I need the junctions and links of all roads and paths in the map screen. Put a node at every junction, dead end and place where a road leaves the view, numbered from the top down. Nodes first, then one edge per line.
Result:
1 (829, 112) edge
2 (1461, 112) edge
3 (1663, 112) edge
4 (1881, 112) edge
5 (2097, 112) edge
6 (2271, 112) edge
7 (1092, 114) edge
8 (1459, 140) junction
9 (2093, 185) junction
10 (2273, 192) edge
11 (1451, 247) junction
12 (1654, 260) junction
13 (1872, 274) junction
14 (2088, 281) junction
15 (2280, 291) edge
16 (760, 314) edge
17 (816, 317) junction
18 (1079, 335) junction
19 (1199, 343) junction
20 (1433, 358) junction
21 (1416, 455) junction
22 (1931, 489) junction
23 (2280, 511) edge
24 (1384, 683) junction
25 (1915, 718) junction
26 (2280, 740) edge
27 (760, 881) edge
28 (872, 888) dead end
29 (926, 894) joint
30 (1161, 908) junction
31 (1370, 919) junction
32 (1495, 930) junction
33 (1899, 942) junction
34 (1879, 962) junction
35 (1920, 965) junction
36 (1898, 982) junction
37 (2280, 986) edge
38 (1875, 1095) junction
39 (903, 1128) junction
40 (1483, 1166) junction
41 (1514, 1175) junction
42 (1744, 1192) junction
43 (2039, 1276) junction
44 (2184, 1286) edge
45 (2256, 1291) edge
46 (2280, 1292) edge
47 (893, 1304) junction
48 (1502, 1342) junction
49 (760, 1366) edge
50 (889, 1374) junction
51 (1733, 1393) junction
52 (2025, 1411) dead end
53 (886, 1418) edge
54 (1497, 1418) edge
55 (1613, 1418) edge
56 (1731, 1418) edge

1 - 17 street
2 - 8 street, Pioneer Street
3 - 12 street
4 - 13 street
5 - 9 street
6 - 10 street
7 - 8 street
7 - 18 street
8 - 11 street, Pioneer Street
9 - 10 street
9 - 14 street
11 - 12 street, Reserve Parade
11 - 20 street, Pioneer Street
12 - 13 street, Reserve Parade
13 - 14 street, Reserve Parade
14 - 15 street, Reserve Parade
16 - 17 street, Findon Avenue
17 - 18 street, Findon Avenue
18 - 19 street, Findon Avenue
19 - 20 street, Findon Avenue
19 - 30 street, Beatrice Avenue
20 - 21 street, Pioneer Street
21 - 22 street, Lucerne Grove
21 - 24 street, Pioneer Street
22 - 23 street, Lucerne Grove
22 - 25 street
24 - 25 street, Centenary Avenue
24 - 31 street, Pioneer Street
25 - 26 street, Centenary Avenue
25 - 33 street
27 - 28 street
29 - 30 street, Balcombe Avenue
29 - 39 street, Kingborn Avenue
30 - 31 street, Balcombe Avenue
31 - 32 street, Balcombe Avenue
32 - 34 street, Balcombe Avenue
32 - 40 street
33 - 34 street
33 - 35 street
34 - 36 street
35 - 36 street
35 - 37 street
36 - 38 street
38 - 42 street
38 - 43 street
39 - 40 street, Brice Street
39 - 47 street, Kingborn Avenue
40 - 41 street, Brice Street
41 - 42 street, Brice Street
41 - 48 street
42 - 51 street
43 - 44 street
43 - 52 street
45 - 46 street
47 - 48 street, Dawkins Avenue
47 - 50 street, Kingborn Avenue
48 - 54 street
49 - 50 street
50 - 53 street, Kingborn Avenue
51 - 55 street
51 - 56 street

* * *

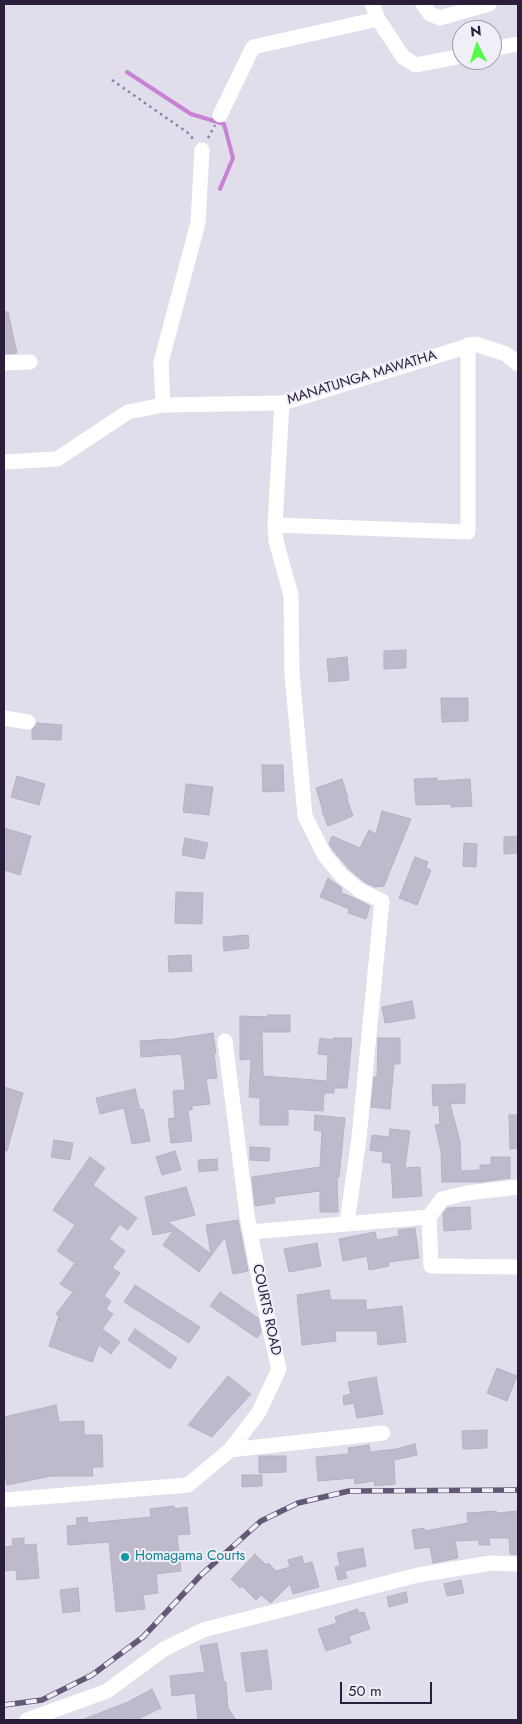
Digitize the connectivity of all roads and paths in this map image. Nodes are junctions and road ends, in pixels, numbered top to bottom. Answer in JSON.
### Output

◆ **PROBLEM TO WORK ON**: If a line of the entries contains the string "roads", it counts; report how many such lines there are, as a bare number.

◆ **ANSWER TO THIS TASK**: 2